Patrons Peter Polycarpou and Kypros Kyprianou together with Bambos Charalambous, Member of Parliament for Enfield Southgate and Chair of the All Party Parliamentary Group for thalassaemia not only supported the event but also participated by running the 5Km themselves. They were all joined at the starting line by Michael Yiakoumi (Parikiaki), Katerina Neocleous (London Greek Radio) Gabriel Theophanous (UKTS Chair), team members and supporters of the society.
The passion, commitment, and support of all the volunteers, supporters and the team were nothing short of amazing. UKTS received over £12000.00 in donations, sponsorship and funds raised by our patrons, volunteers, staff and supporters. Due to the event’s success, many have requested the UKTS to make it an annual 5K!
About thalassaemia
The thalassaemias are a group of genetic blood disorders that affect the production of haemoglobin in red blood cells.
If you’re a carrier of thalassaemia, it means you carry one of the faulty genes that cause thalassaemia, but you do not have the condition yourself.

Being a carrier is sometimes known as having the thalassaemia trait or having thalassaemia minor.
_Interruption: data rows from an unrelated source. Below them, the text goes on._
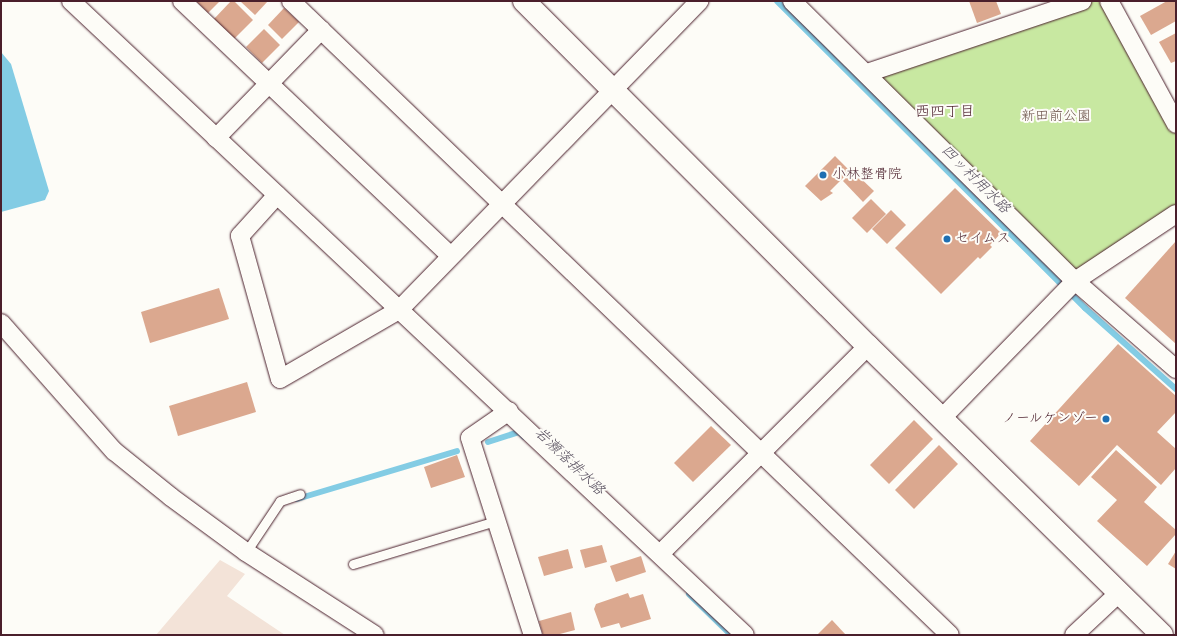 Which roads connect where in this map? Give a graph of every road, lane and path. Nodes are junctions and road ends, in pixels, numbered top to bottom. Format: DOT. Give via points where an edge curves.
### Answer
graph roads {
  1 [pos="71,1"];
  2 [pos="182,1"];
  3 [pos="291,1"];
  4 [pos="524,1"];
  5 [pos="699,1"];
  6 [pos="792,1"];
  7 [pos="1082,1"];
  8 [pos="1109,1"];
  9 [pos="321,30"];
  10 [pos="867,73"];
  11 [pos="269,83"];
  12 [pos="612,89"];
  13 [pos="1176,124"];
  14 [pos="216,138"];
  15 [pos="277,195"];
  16 [pos="503,202"];
  17 [pos="1176,214"];
  18 [pos="450,255"];
  19 [pos="1075,281"];
  20 [pos="399,310"];
  21 [pos="1,323"];
  22 [pos="868,346"];
  23 [pos="1176,369"];
  24 [pos="508,411"];
  25 [pos="942,418"];
  26 [pos="761,452"];
  27 [pos="300,494"];
  28 [pos="495,521"];
  29 [pos="246,552"];
  30 [pos="660,554"];
  31 [pos="353,564"];
  32 [pos="1120,592"];
  33 [pos="374,635"];
  34 [pos="532,635"];
  35 [pos="745,635"];
  36 [pos="950,635"];
  37 [pos="1074,635"];
  38 [pos="1162,635"];
  1 -- 14 [label="street"];
  2 -- 11 [label="street"];
  3 -- 9 [label="street"];
  4 -- 12 [label="street"];
  5 -- 12 [label="street"];
  6 -- 10 [label="street"];
  7 -- 10 [label="street"];
  8 -- 13 [label="street"];
  9 -- 11 [label="street"];
  9 -- 16 [label="street"];
  10 -- 19 [label="street"];
  11 -- 14 [label="street"];
  11 -- 18 [label="street"];
  12 -- 16 [label="street"];
  12 -- 22 [label="street"];
  14 -- 15 [label="street"];
  15 -- 20 [label="street"];
  15 -- 20 [label="street" via="240,236 280,379"];
  16 -- 18 [label="street"];
  16 -- 26 [label="street"];
  17 -- 19 [label="street"];
  18 -- 20 [label="street"];
  19 -- 23 [label="street"];
  19 -- 25 [label="street"];
  20 -- 24 [label="street"];
  21 -- 29 [label="street" via="114,450 171,497"];
  22 -- 25 [label="street"];
  22 -- 26 [label="street"];
  24 -- 28 [label="street" via="470,438"];
  24 -- 30 [label="street"];
  25 -- 32 [label="street"];
  26 -- 30 [label="street"];
  26 -- 36 [label="street"];
  27 -- 29 [label="lane" via="280,501"];
  28 -- 31 [label="lane"];
  28 -- 34 [label="street"];
  29 -- 33 [label="street"];
  30 -- 35 [label="street"];
  32 -- 37 [label="street"];
  32 -- 38 [label="street"];
}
If you carry thalassaemia, you will never develop the condition, but you may sometimes experience mild anaemia. This is because your red blood cells are smaller than usual. However, if you and your partner are both carriers, there is a 25% chance in each pregnancy that the baby can inherit a severe form of thalassaemia necessitating life-long blood transfusions and a daily rigorous treatment plan.
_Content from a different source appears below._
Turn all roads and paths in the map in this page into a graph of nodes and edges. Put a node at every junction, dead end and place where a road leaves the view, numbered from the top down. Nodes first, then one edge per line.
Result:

The NHS Sickle Cell and Thalassaemia screening programme tests all pregnant women in England for thalassaemia, however, you can choose to get tested at any time! Finding out your carrier status is simple and all it takes is a blood sample. Thalassaemia does not discriminate and can be passed on equally from men and women regardless of their financial background.
Anyone can be a carrier of thalassaemia, but it’s much more common in people from certain ethnic backgrounds. Thalassaemia mainly affects people who are from, or who have family members originally from the Mediterranean, the Middle East, Asia, South-east Asia, the Caribbean and South America.
UKTS recommends knowing you and your partner’s thalassaemia carrier status before thinking about having children so that you have the option of making informed decisions about your family’s future.